Keysteak-in-the-middle

A keyserver-in-the-middle that implements a downgrade attack against PGP keyserver clients. It intercepts a request for a key by keyid, generates a PGPv3 key, performs the 0xdeadbeef attack, and returns a spoofed (but valid) PGPv3 key with the same long keyid.

(Note that this is most useful against long keyids that are odd; an even long keyid implies that n % 2 = 0)

Usage

To use:

pip install -r requirements.txt
python ksitm.py &
gpg --no-default-keyring --keyring ./ksitm.pubkeyring --keyserver 127.0.0.1 --recv-key 0x563609df849c449f

(The keyring part is to avoid polluting your default keyring with fake keys...)

Think that, maybe, PGP keyserver clients should not be accepting PGPv3 keys anymore by now?

Oh, if you want, try requesting a key by fingerprint:

gpg --no-default-keyring --keyring ./ksitm.pubkeyring --keyserver 127.0.0.1 --recv-key 1b410ed5d2c1e82ed2aeb038563609df849c449f

License

Please don't use this to attack anyone. Note that it is licensed under the AGPLv3. Providing keyserver service, howbeit with spoofed keys, is providing a web service; you must therefore provide notice to any users of such a service of where to download the source code.

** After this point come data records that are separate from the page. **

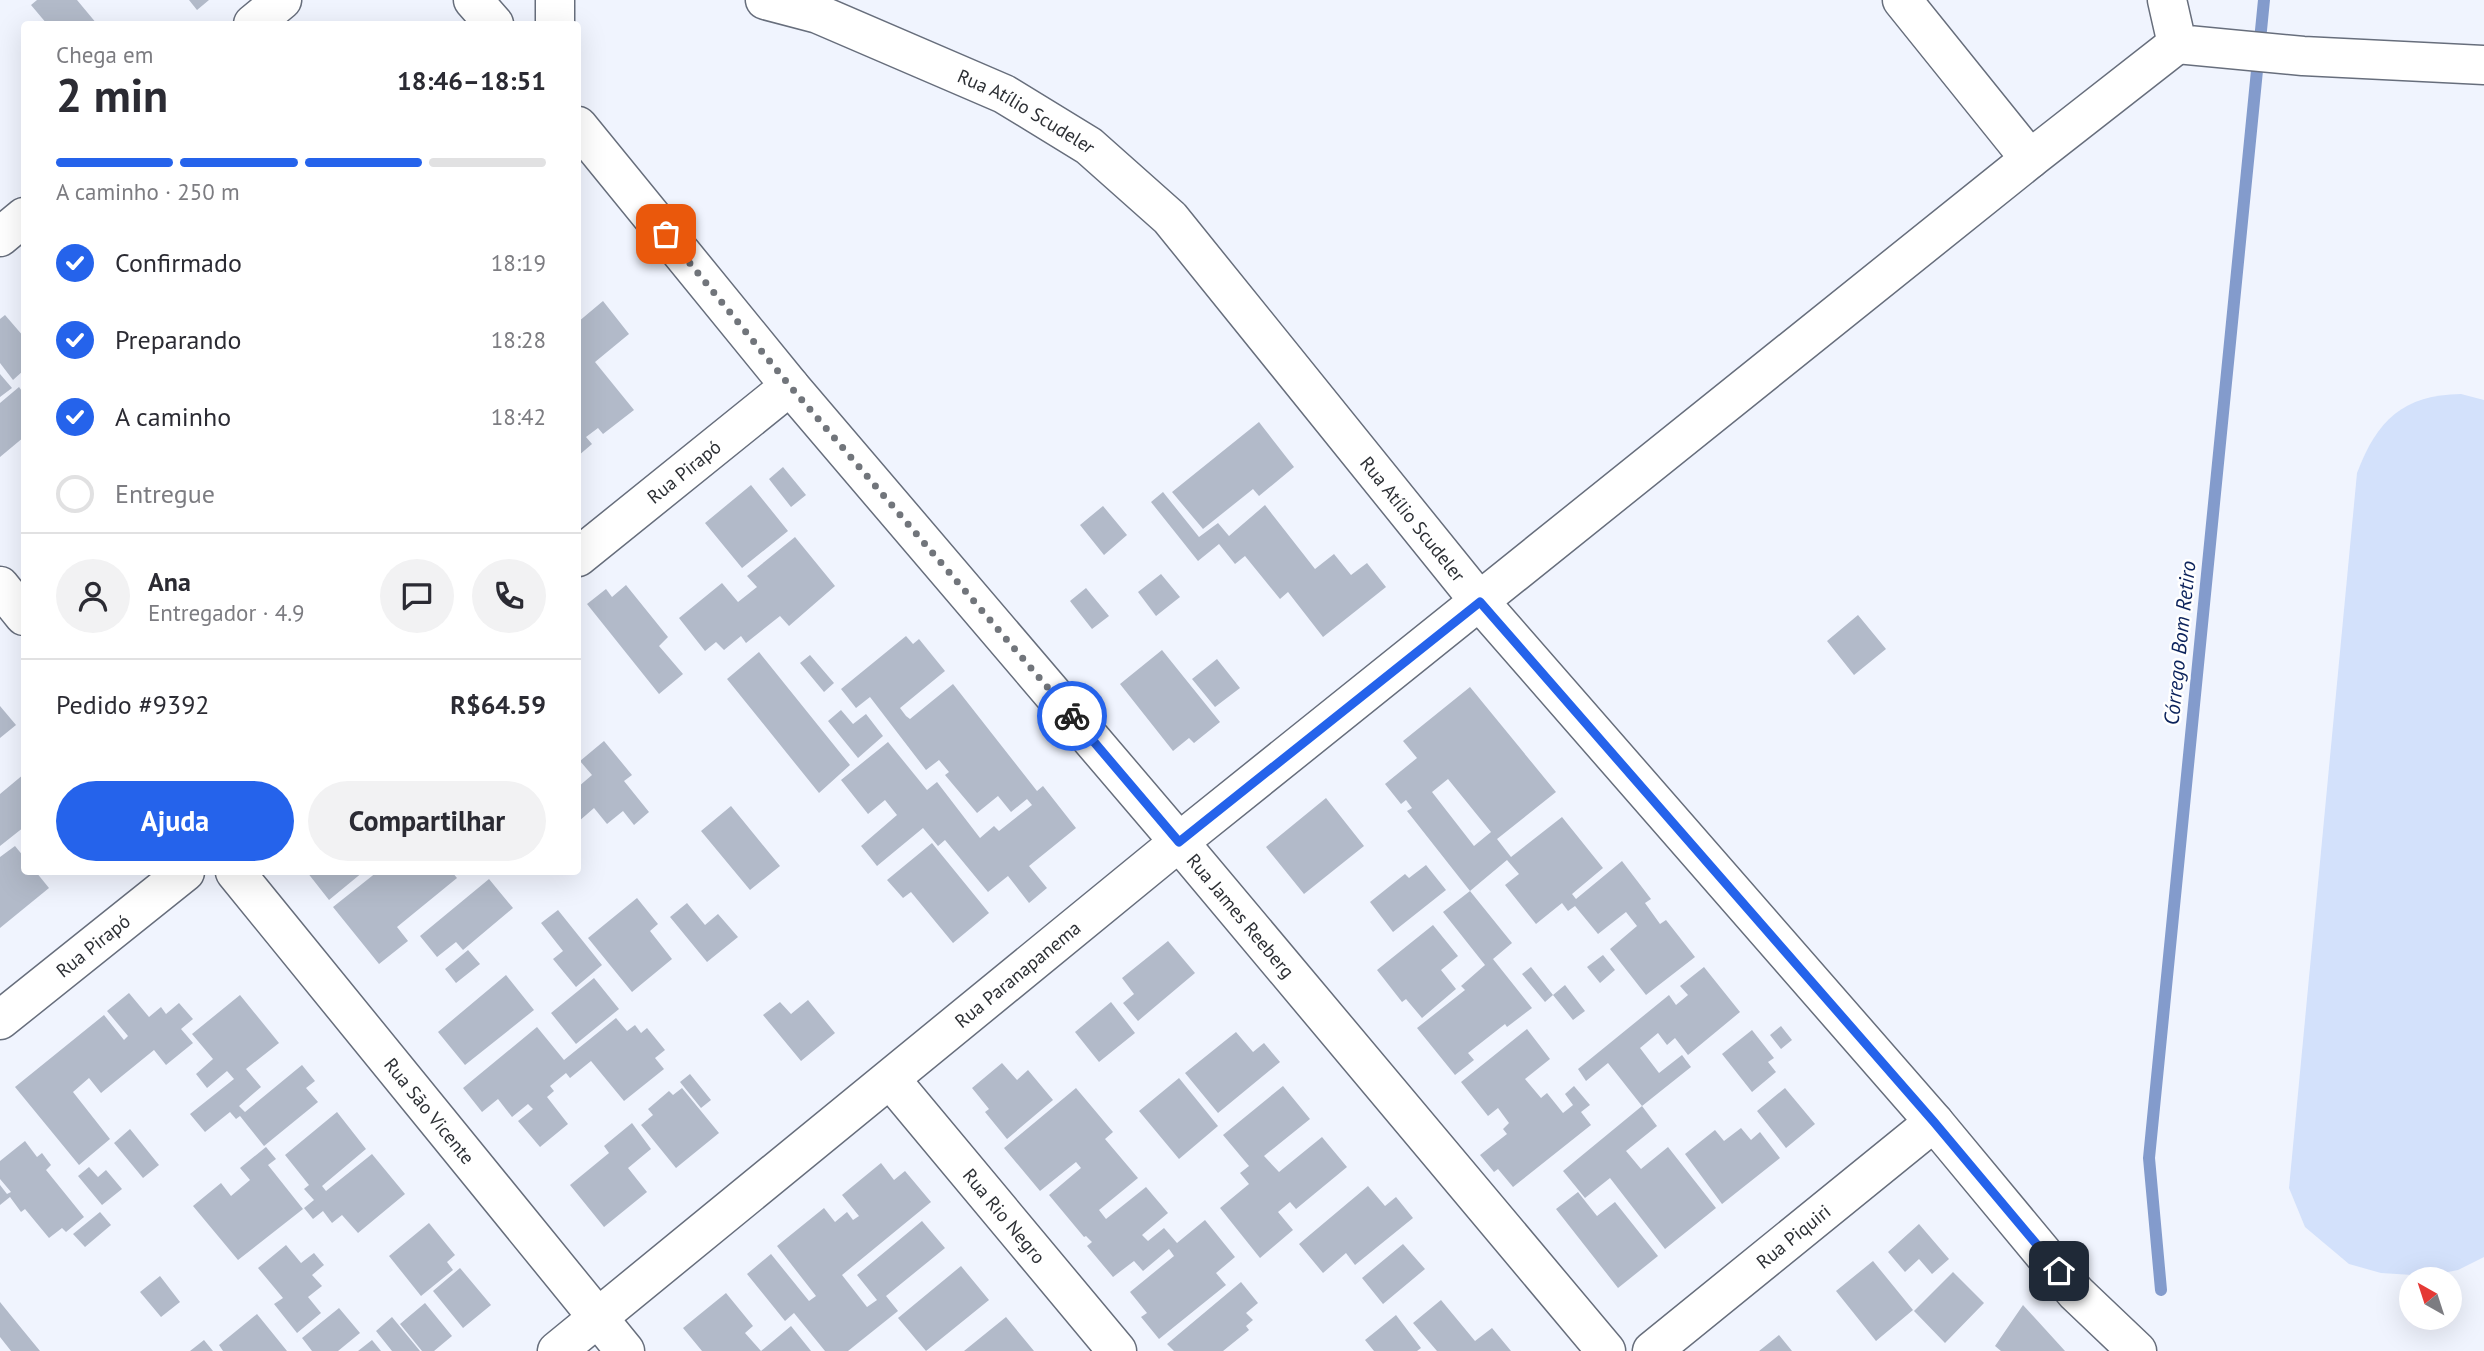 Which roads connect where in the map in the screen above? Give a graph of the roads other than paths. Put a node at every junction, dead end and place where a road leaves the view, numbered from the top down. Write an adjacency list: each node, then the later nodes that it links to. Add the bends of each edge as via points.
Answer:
1 (282, 0): 7 (street)
2 (474, 0): 8 (street)
3 (555, 0): 9 (street)
4 (765, 0): 19 (street, Rua Atílio Scudeler, via 818,14 1004,94 1089,146 1170,218)
5 (1902, 0): 13 (street)
6 (2167, 0): 10 (street)
7 (257, 21)
8 (492, 21)
9 (555, 21)
10 (2194, 46): 11 (street); 13 (street, Rua Paranapanema)
11 (2484, 65)
12 (581, 130): 16 (street, Rua James Reeberg)
13 (2030, 159): 19 (street, Rua Paranapanema)
14 (21, 220): 15 (street)
15 (0, 237)
16 (790, 386): 17 (street, Rua Pirapó); 21 (street, Rua James Reeberg)
17 (581, 554)
18 (0, 586): 20 (street)
19 (1480, 602): 21 (street, Rua Paranapanema); 26 (street, Rua Atílio Scudeler)
20 (21, 612)
21 (1179, 842): 25 (street, Rua Paranapanema); 31 (street, Rua James Reeberg)
22 (181, 875): 24 (street, Rua Pirapó)
23 (236, 875): 27 (street, Rua São Vicente)
24 (0, 1020)
25 (891, 1080): 27 (street, Rua Paranapanema); 30 (street, Rua Rio Negro)
26 (1934, 1122): 32 (street, Rua Piquiri); 33 (street, Rua Atílio Scudeler, via 2076,1293)
27 (598, 1318): 28 (street, Rua Paranapanema); 29 (street, Rua São Vicente)
28 (557, 1351)
29 (625, 1351)
30 (1117, 1351)
31 (1606, 1351)
32 (1652, 1351)
33 (2137, 1351) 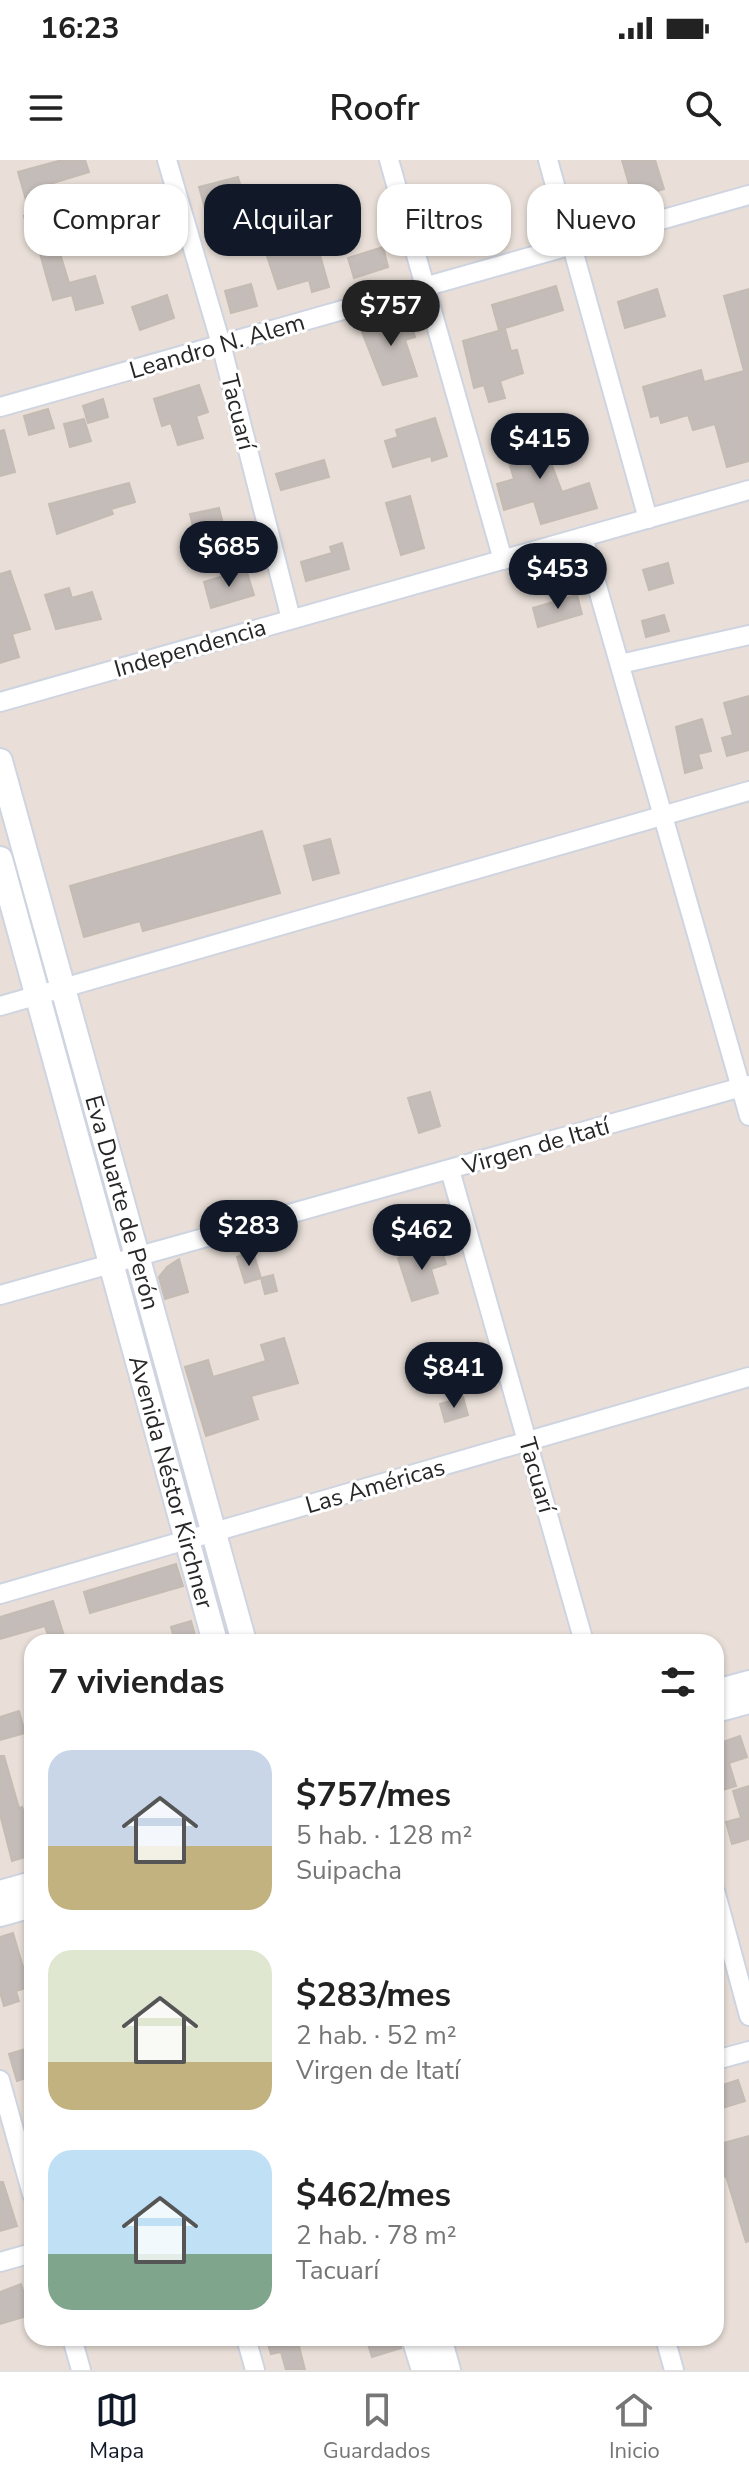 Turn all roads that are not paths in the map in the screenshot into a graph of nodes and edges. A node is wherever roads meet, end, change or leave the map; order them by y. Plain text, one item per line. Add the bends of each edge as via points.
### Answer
1 (167, 160) edge
2 (389, 160) edge
3 (548, 160) edge
4 (555, 184) edge
5 (749, 195) edge
6 (664, 219) edge
7 (536, 256) edge
8 (575, 256) edge
9 (424, 287) junction
10 (221, 344) junction
11 (0, 407) edge
12 (749, 490) edge
13 (648, 519) junction
14 (583, 537) junction
15 (503, 560) junction
16 (291, 619) junction
17 (749, 635) edge
18 (620, 664) junction
19 (0, 702) edge
20 (0, 761) edge
21 (749, 791) edge
22 (664, 817) junction
23 (0, 859) edge
24 (63, 989) junction
25 (38, 996) junction
26 (0, 1006) edge
27 (745, 1086) edge
28 (749, 1116) edge
29 (450, 1170) junction
30 (137, 1257) junction
31 (111, 1264) junction
32 (0, 1295) edge
33 (749, 1377) edge
34 (527, 1441) junction
35 (214, 1532) junction
36 (187, 1540) junction
37 (0, 1594) edge
38 (213, 1634) edge
39 (242, 1634) edge
40 (582, 1634) edge
41 (749, 1683) edge
42 (724, 1690) edge
43 (749, 1701) edge
44 (724, 1708) edge
45 (24, 1886) edge
46 (0, 1893) edge
47 (24, 1907) edge
48 (0, 1914) edge
49 (724, 1924) edge
50 (749, 2016) edge
51 (749, 2051) edge
52 (724, 2058) edge
53 (0, 2080) edge
54 (24, 2166) edge
55 (24, 2255) edge
56 (0, 2262) edge
57 (74, 2346) edge
58 (248, 2346) edge
59 (416, 2346) edge
60 (441, 2346) edge
61 (667, 2346) edge
62 (81, 2370) edge
63 (255, 2370) edge
64 (424, 2370) edge
65 (448, 2370) edge
66 (674, 2370) edge

1 - 10 street, Tacuarí
2 - 9 street
3 - 4 street
5 - 6 street, Leandro N. Alem
7 - 9 street, Leandro N. Alem
8 - 13 street
9 - 10 street, Leandro N. Alem
9 - 15 street
10 - 11 street, Leandro N. Alem
10 - 16 street, Tacuarí
12 - 13 street, Independencia
13 - 14 street, Independencia
14 - 15 street, Independencia
14 - 18 street
15 - 16 street, Independencia
16 - 19 street, Independencia
17 - 18 street
18 - 22 street
20 - 24 street, Eva Duarte de Perón
21 - 22 street
22 - 24 street
22 - 27 street
23 - 25 street, Avenida Néstor Kirchner
24 - 25 street
24 - 30 street, Eva Duarte de Perón
25 - 26 street
25 - 31 street, Avenida Néstor Kirchner
27 - 28 street
27 - 29 street, Virgen de Itatí
29 - 30 street, Virgen de Itatí
29 - 34 street, Tacuarí
30 - 31 street, Virgen de Itatí
30 - 35 street, Eva Duarte de Perón
31 - 32 street, Virgen de Itatí
31 - 36 street, Avenida Néstor Kirchner
33 - 34 street, Las Américas
34 - 35 street, Las Américas
34 - 40 street, Tacuarí
35 - 36 street, Las Américas
35 - 39 street, Eva Duarte de Perón
36 - 37 street, Las Américas
36 - 38 street, Avenida Néstor Kirchner
41 - 42 street
43 - 44 street
45 - 46 street
47 - 48 street
49 - 50 street
51 - 52 street
53 - 54 street
55 - 56 street
57 - 62 street
58 - 63 street
59 - 64 street
60 - 65 street
61 - 66 street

If you are uncertain whether the notice would be visible to an ordinary user of PGP client software (for example, because the notice is included in a part of the returned result not parsed by some PGP clients), it is a violation of the license's terms to so use it. (If the AGPL would not be interpreted to require this, I release this software under the AGPL with this additional requirement.)